Behavior: converts dict to DataFrame if needed, validates required features (raises ValueError if any missing), orders/selects features, scales them with the loaded scaler, runs the model, and returns the first prediction.
Output: a single float prediction

Purpose: predict years-to-return for multiple teams at once.
Inputs: DataFrame with one row per team containing the required feature columns.
Behavior: selects feature columns, scales them, and returns model predictions for all rows.
Output: numpy array of predictions

Purpose: expose model feature importances when available.
Inputs: none.
Behavior: if the loaded model has attribute feature_importances_, returns a DataFrame with features and importance sorted descending; otherwise returns None.
Output: DataFrame of feature importances or None

Purpose: collapse multi-season standings into one row per team.
Inputs: DataFrame with columns including SeasonID, Wins, WinPct, MadePlayoffs, TeamName.
Behavior: groups by TeamName and computes Seasons (count), AvgWins, AvgWinPct, PlayoffAppearances (sum), PlayoffRate (mean), FirstSeason, LastSeason; resets index and sorts by AvgWinPct desc.
Output: aggregated DataFrame with one row per team

Purpose: run a function and capture its stdout as a string.
Inputs: callable and its args/kwargs.
Behavior: redirects stdout to an in-memory buffer while calling the function, returns captured output stripped.
Output: captured stdout string

Purpose: load a single season standings CSV into a DataFrame.
Inputs: integer year (e.g., 2021 loads “2020-21”).
Behavior: constructs season_id, builds path to data/standings_{season_id}.csv, raises FileNotFoundError if missing, reads CSV, adds SeasonID column.
Output: DataFrame for that season

Purpose: Streamlit app entrypoint for fetching standings, previewing multi-season data, and computing rebuilds.
Behavior: renders UI controls (start/end year, fetch/compute buttons, view mode), optionally calls fetch_data.save_standings (with output capture), loads season files into a combined DataFrame, shows either team summary (via aggregate_by_team) or raw data, and when requested runs rebuilds.compute_rebuilds and displays results.
Output / side effects: interactive Streamlit UI, console/st UI messages, may call external I/O (fetch/save CSVs)

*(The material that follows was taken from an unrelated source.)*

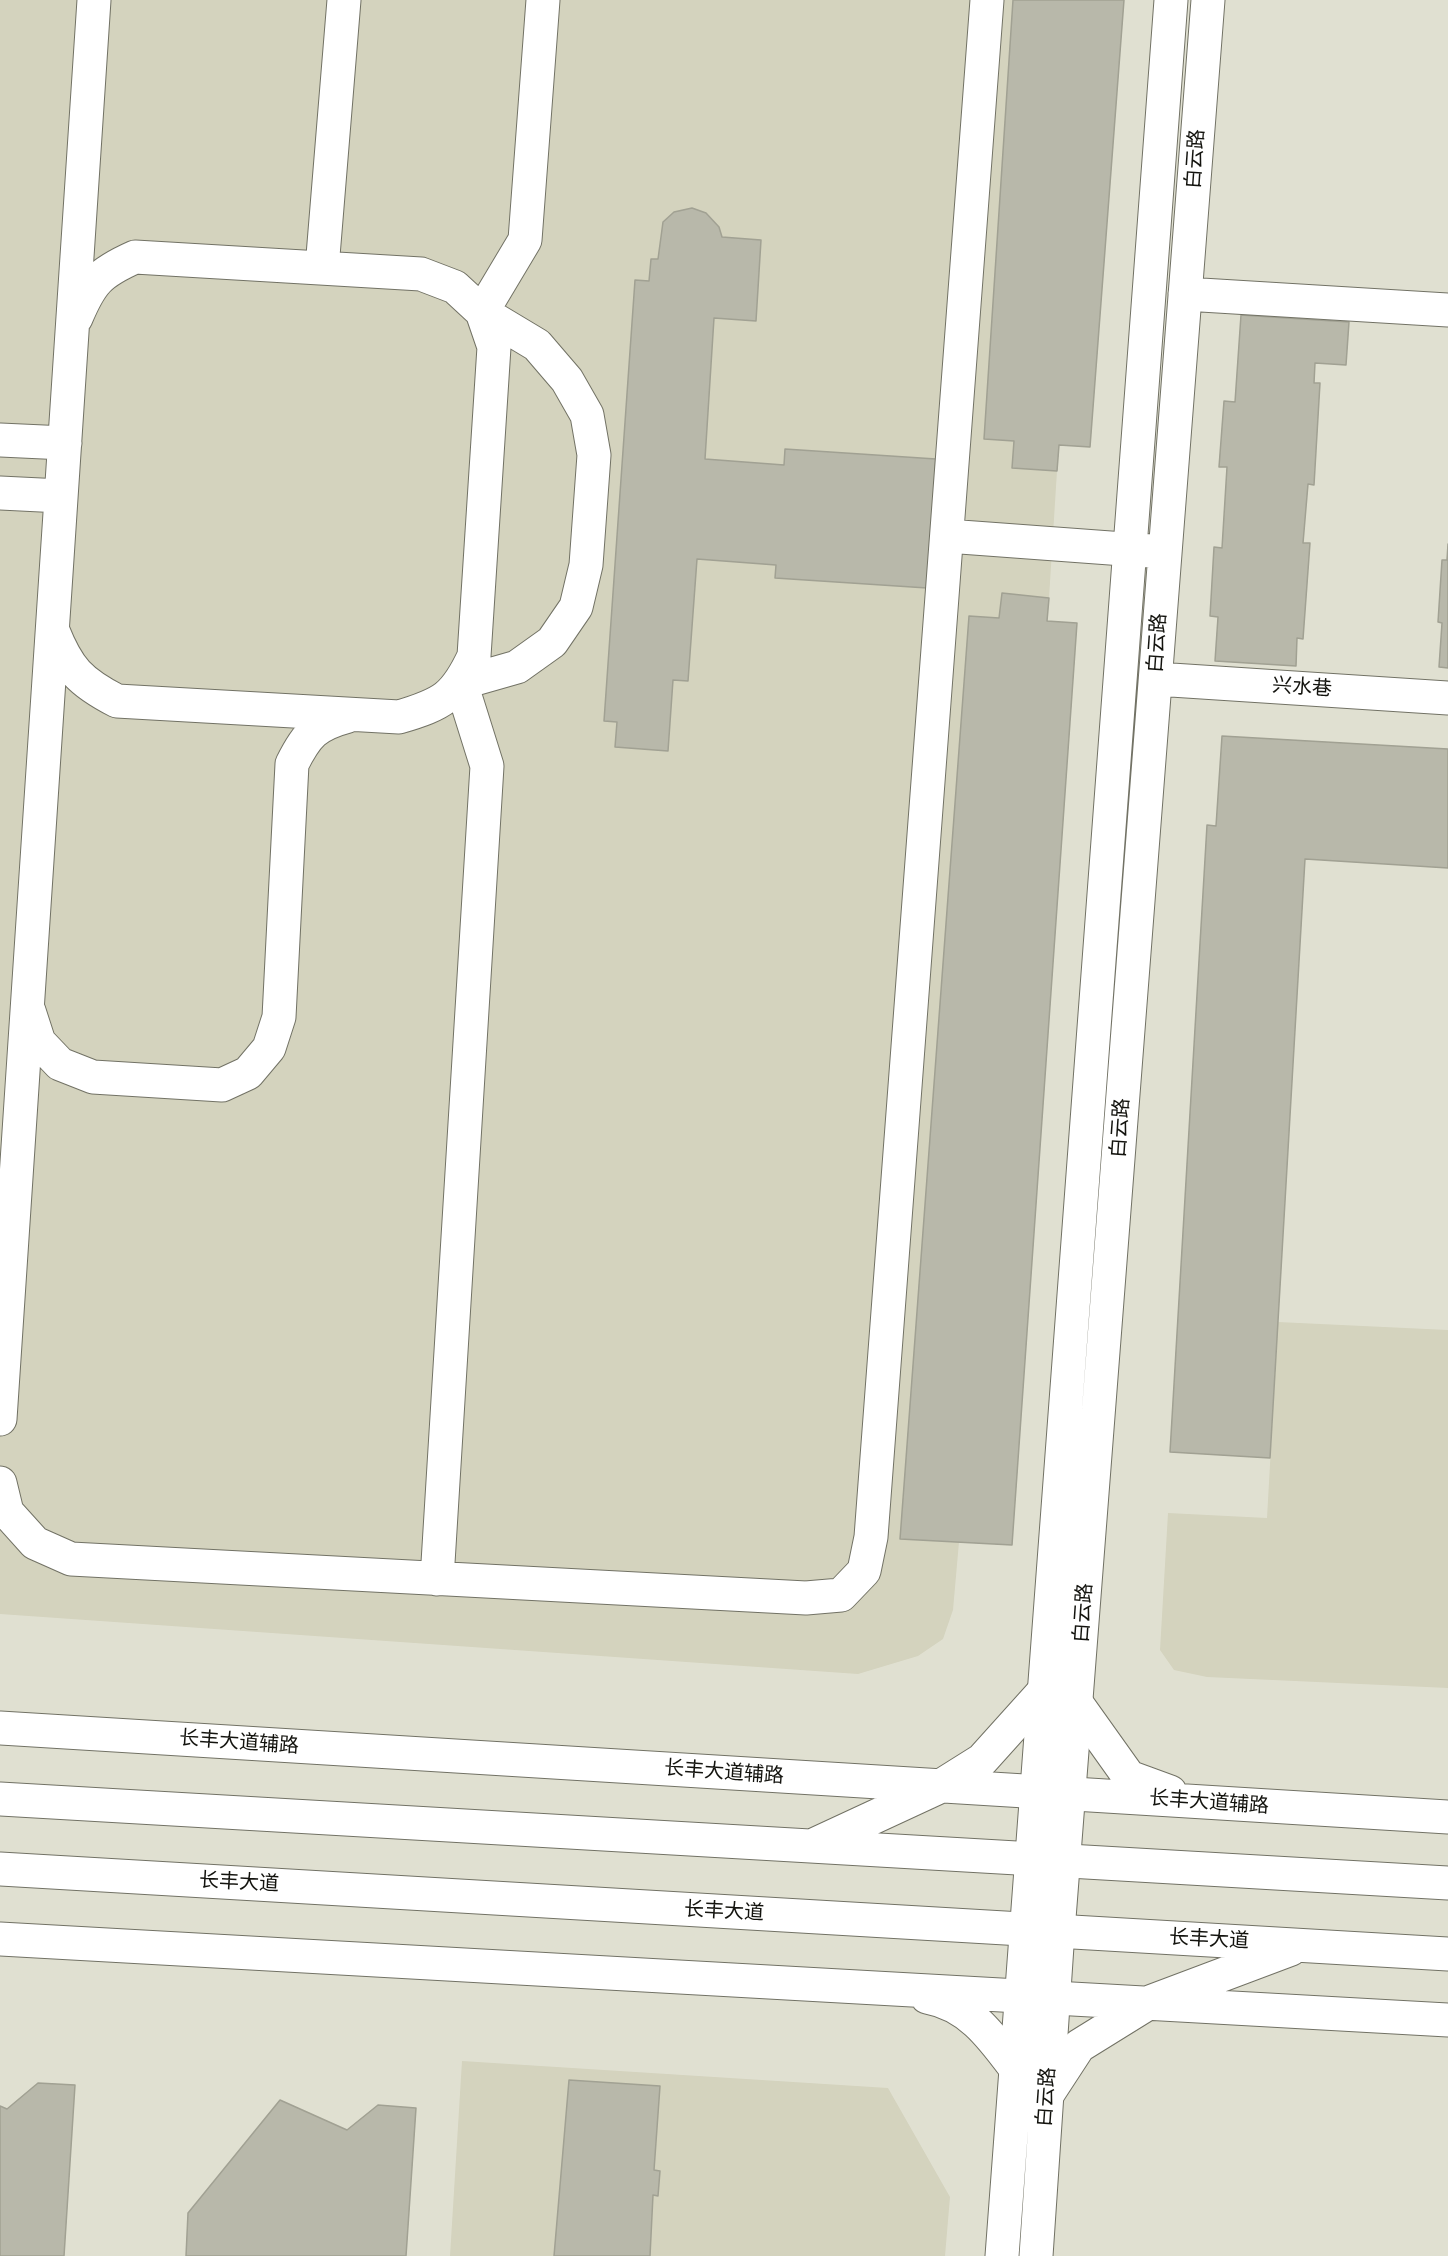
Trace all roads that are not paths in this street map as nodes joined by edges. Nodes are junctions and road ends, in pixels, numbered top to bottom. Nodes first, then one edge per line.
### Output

Purpose: instantiate and return a PlayoffPredictor and a success flag.
Inputs: none.
Behavior: tries to create PlayoffPredictor(); on success returns (predictor, True); on exception logs an error to Streamlit and returns (None, False).
Notes: the rest of the file is a Streamlit app (no other top-level functions). It builds the UI, collects user inputs, calls predictor.predict() for a single-team prediction and predictor.get_feature_importance() for visualization, and displays results and interpretation.